* **EXERCISE REQUIREMENTS**: For each record below, retype the text exactly and omit any image.

════════════════════

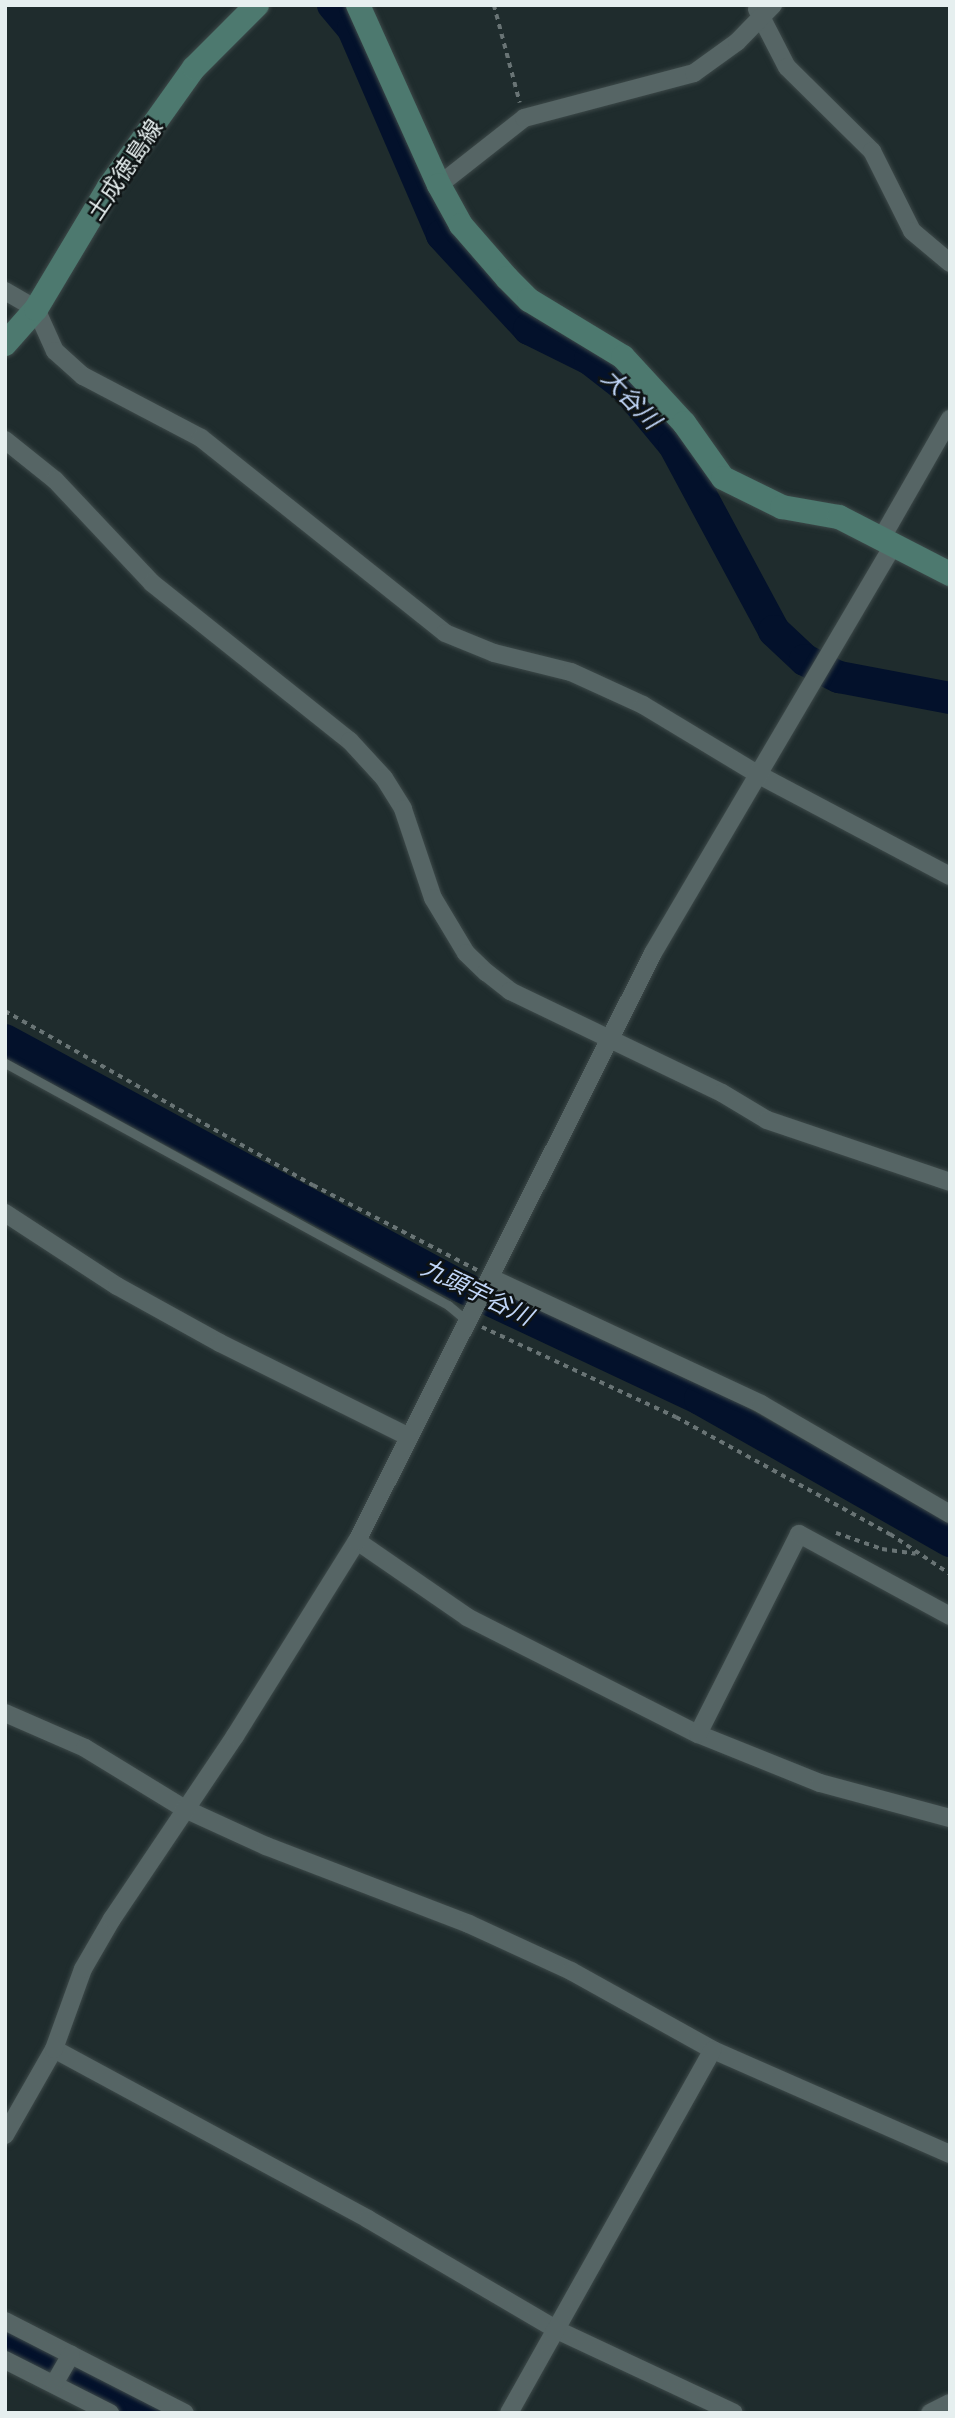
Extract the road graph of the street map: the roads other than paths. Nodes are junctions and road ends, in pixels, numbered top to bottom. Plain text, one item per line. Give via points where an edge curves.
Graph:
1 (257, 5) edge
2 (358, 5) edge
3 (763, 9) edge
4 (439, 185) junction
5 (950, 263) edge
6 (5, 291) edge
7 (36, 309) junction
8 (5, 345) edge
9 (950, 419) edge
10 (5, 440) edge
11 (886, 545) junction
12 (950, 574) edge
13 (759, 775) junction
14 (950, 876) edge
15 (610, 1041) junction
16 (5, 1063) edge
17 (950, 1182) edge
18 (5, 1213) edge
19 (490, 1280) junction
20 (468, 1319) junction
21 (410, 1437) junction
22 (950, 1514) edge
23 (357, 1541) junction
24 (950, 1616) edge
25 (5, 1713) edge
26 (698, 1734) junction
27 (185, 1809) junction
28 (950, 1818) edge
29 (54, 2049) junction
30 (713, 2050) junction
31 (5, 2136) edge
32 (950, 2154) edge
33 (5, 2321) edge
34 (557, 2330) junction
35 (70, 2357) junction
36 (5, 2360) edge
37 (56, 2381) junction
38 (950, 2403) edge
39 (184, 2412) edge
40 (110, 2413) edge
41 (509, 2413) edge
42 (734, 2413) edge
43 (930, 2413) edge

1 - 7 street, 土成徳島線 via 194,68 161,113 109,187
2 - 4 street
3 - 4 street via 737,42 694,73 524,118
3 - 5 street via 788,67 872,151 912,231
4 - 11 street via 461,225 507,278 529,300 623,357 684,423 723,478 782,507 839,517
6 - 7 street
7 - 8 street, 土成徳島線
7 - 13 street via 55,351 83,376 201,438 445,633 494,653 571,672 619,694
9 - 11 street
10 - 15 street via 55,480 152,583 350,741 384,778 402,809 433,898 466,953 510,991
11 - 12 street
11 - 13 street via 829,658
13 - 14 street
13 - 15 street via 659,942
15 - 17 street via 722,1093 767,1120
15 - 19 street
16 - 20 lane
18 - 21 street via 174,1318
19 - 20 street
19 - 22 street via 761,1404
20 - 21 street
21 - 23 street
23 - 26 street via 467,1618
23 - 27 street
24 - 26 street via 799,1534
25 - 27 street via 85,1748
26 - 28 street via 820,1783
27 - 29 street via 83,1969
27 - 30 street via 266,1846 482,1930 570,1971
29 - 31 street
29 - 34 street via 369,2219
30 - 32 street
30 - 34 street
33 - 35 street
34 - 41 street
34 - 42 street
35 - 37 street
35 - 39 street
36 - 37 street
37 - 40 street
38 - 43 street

════════════════════

* **EXPECTED ANSWER**:
Extract the road graph of the street map: the roads other than paths. Nodes are junctions and road ends, in pixels, numbered top to bottom. Plain text, one item per line. Give via points where an edge curves.
Graph:
1 (257, 5) edge
2 (358, 5) edge
3 (763, 9) edge
4 (439, 185) junction
5 (950, 263) edge
6 (5, 291) edge
7 (36, 309) junction
8 (5, 345) edge
9 (950, 419) edge
10 (5, 440) edge
11 (886, 545) junction
12 (950, 574) edge
13 (759, 775) junction
14 (950, 876) edge
15 (610, 1041) junction
16 (5, 1063) edge
17 (950, 1182) edge
18 (5, 1213) edge
19 (490, 1280) junction
20 (468, 1319) junction
21 (410, 1437) junction
22 (950, 1514) edge
23 (357, 1541) junction
24 (950, 1616) edge
25 (5, 1713) edge
26 (698, 1734) junction
27 (185, 1809) junction
28 (950, 1818) edge
29 (54, 2049) junction
30 (713, 2050) junction
31 (5, 2136) edge
32 (950, 2154) edge
33 (5, 2321) edge
34 (557, 2330) junction
35 (70, 2357) junction
36 (5, 2360) edge
37 (56, 2381) junction
38 (950, 2403) edge
39 (184, 2412) edge
40 (110, 2413) edge
41 (509, 2413) edge
42 (734, 2413) edge
43 (930, 2413) edge

1 - 7 street, 土成徳島線 via 194,68 161,113 109,187
2 - 4 street
3 - 4 street via 737,42 694,73 524,118
3 - 5 street via 788,67 872,151 912,231
4 - 11 street via 461,225 507,278 529,300 623,357 684,423 723,478 782,507 839,517
6 - 7 street
7 - 8 street, 土成徳島線
7 - 13 street via 55,351 83,376 201,438 445,633 494,653 571,672 619,694
9 - 11 street
10 - 15 street via 55,480 152,583 350,741 384,778 402,809 433,898 466,953 510,991
11 - 12 street
11 - 13 street via 829,658
13 - 14 street
13 - 15 street via 659,942
15 - 17 street via 722,1093 767,1120
15 - 19 street
16 - 20 lane
18 - 21 street via 174,1318
19 - 20 street
19 - 22 street via 761,1404
20 - 21 street
21 - 23 street
23 - 26 street via 467,1618
23 - 27 street
24 - 26 street via 799,1534
25 - 27 street via 85,1748
26 - 28 street via 820,1783
27 - 29 street via 83,1969
27 - 30 street via 266,1846 482,1930 570,1971
29 - 31 street
29 - 34 street via 369,2219
30 - 32 street
30 - 34 street
33 - 35 street
34 - 41 street
34 - 42 street
35 - 37 street
35 - 39 street
36 - 37 street
37 - 40 street
38 - 43 street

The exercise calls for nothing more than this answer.